┌────────

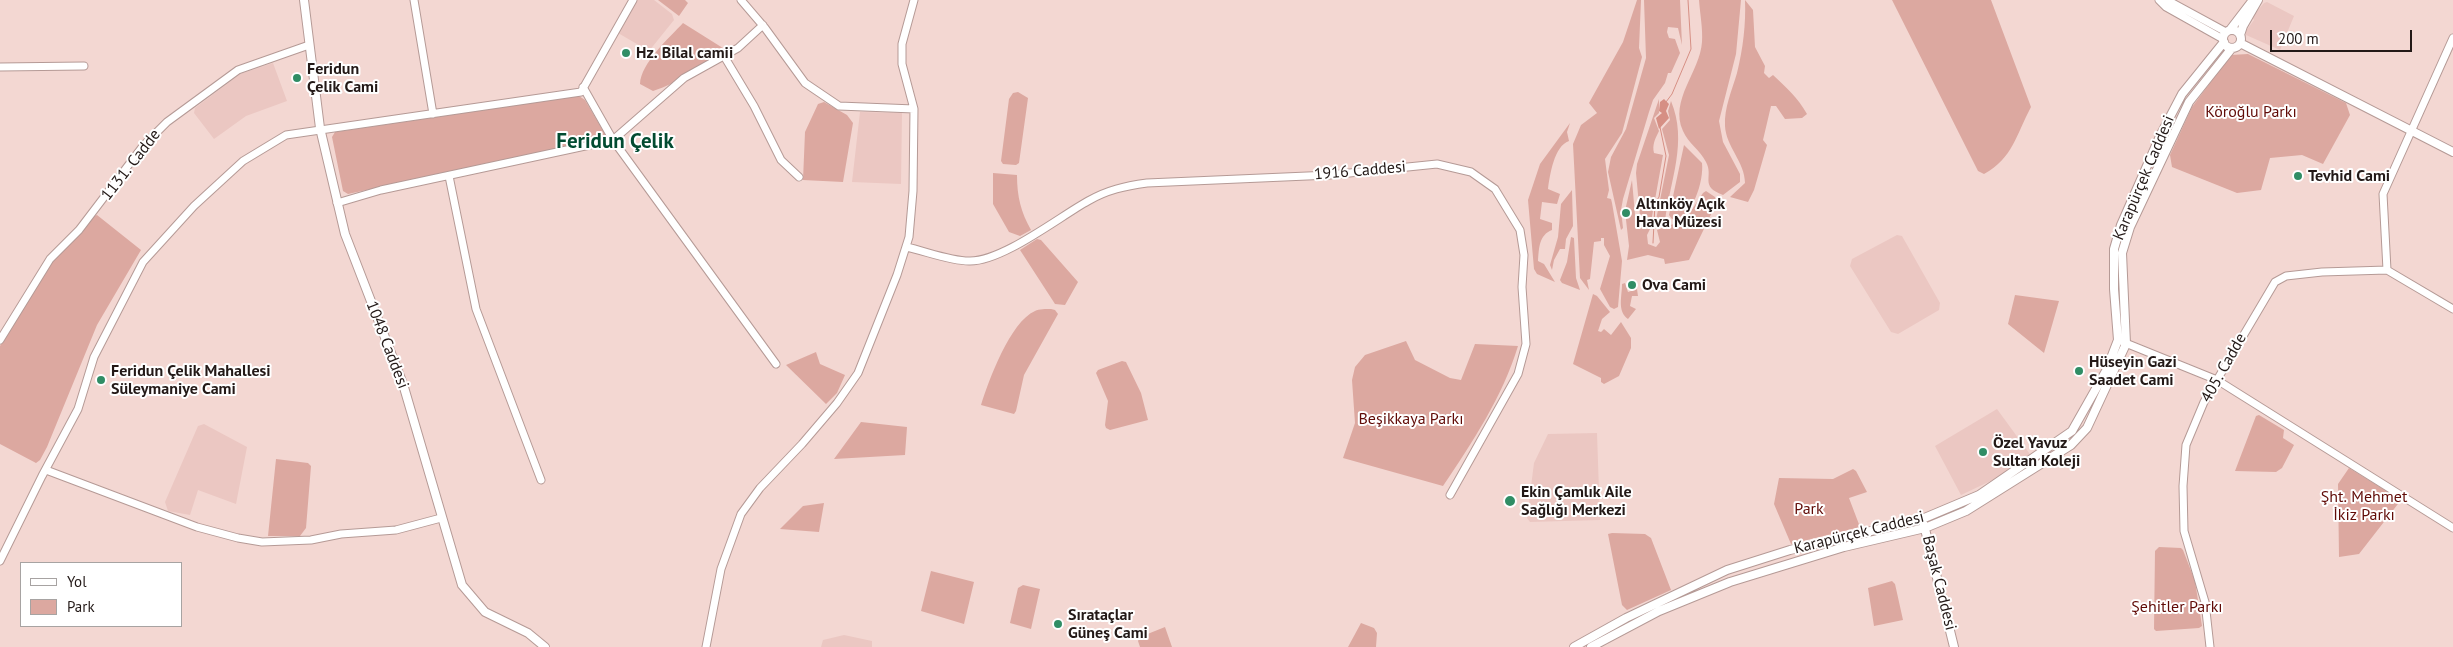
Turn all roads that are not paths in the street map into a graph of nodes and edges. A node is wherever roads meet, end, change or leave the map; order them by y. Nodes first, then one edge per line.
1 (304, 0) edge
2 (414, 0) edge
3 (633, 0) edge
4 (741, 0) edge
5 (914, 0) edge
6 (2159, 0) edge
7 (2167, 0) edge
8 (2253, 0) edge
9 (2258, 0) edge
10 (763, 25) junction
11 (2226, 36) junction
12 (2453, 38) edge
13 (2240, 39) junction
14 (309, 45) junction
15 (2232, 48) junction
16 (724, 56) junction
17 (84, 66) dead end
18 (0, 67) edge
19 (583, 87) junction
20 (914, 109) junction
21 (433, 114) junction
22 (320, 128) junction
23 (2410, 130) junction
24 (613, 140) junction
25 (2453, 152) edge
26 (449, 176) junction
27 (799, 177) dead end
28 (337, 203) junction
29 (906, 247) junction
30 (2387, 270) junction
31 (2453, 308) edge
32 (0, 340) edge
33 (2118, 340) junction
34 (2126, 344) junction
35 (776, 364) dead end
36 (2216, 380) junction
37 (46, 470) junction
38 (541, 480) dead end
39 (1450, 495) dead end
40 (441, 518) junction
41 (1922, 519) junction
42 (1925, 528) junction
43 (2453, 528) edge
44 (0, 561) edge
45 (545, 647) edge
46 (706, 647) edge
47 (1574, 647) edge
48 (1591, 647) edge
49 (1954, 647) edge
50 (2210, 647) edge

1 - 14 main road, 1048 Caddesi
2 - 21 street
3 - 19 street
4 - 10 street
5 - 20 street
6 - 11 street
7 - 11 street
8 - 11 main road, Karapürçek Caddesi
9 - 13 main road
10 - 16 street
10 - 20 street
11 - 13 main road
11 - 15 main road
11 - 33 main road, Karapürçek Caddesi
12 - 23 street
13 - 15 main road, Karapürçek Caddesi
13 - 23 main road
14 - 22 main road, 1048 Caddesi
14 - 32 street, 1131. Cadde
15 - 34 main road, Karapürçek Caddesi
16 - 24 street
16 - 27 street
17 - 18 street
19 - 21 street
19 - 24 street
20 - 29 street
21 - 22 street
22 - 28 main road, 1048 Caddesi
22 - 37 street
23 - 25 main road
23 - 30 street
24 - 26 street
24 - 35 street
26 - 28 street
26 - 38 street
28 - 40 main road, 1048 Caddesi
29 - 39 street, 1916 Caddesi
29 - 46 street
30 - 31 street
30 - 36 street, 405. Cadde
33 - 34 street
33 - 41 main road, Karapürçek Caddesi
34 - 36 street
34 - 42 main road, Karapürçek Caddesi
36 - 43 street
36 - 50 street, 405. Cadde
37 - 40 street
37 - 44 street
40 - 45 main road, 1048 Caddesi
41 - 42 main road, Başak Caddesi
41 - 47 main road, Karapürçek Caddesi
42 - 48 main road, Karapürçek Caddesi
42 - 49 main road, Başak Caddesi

└────────

▶ _Task goal_
Leaving aside the pictures, copy the listing above exactly.

▶ _Answer section_
Turn all roads that are not paths in the street map into a graph of nodes and edges. A node is wherever roads meet, end, change or leave the map; order them by y. Nodes first, then one edge per line.
1 (304, 0) edge
2 (414, 0) edge
3 (633, 0) edge
4 (741, 0) edge
5 (914, 0) edge
6 (2159, 0) edge
7 (2167, 0) edge
8 (2253, 0) edge
9 (2258, 0) edge
10 (763, 25) junction
11 (2226, 36) junction
12 (2453, 38) edge
13 (2240, 39) junction
14 (309, 45) junction
15 (2232, 48) junction
16 (724, 56) junction
17 (84, 66) dead end
18 (0, 67) edge
19 (583, 87) junction
20 (914, 109) junction
21 (433, 114) junction
22 (320, 128) junction
23 (2410, 130) junction
24 (613, 140) junction
25 (2453, 152) edge
26 (449, 176) junction
27 (799, 177) dead end
28 (337, 203) junction
29 (906, 247) junction
30 (2387, 270) junction
31 (2453, 308) edge
32 (0, 340) edge
33 (2118, 340) junction
34 (2126, 344) junction
35 (776, 364) dead end
36 (2216, 380) junction
37 (46, 470) junction
38 (541, 480) dead end
39 (1450, 495) dead end
40 (441, 518) junction
41 (1922, 519) junction
42 (1925, 528) junction
43 (2453, 528) edge
44 (0, 561) edge
45 (545, 647) edge
46 (706, 647) edge
47 (1574, 647) edge
48 (1591, 647) edge
49 (1954, 647) edge
50 (2210, 647) edge

1 - 14 main road, 1048 Caddesi
2 - 21 street
3 - 19 street
4 - 10 street
5 - 20 street
6 - 11 street
7 - 11 street
8 - 11 main road, Karapürçek Caddesi
9 - 13 main road
10 - 16 street
10 - 20 street
11 - 13 main road
11 - 15 main road
11 - 33 main road, Karapürçek Caddesi
12 - 23 street
13 - 15 main road, Karapürçek Caddesi
13 - 23 main road
14 - 22 main road, 1048 Caddesi
14 - 32 street, 1131. Cadde
15 - 34 main road, Karapürçek Caddesi
16 - 24 street
16 - 27 street
17 - 18 street
19 - 21 street
19 - 24 street
20 - 29 street
21 - 22 street
22 - 28 main road, 1048 Caddesi
22 - 37 street
23 - 25 main road
23 - 30 street
24 - 26 street
24 - 35 street
26 - 28 street
26 - 38 street
28 - 40 main road, 1048 Caddesi
29 - 39 street, 1916 Caddesi
29 - 46 street
30 - 31 street
30 - 36 street, 405. Cadde
33 - 34 street
33 - 41 main road, Karapürçek Caddesi
34 - 36 street
34 - 42 main road, Karapürçek Caddesi
36 - 43 street
36 - 50 street, 405. Cadde
37 - 40 street
37 - 44 street
40 - 45 main road, 1048 Caddesi
41 - 42 main road, Başak Caddesi
41 - 47 main road, Karapürçek Caddesi
42 - 48 main road, Karapürçek Caddesi
42 - 49 main road, Başak Caddesi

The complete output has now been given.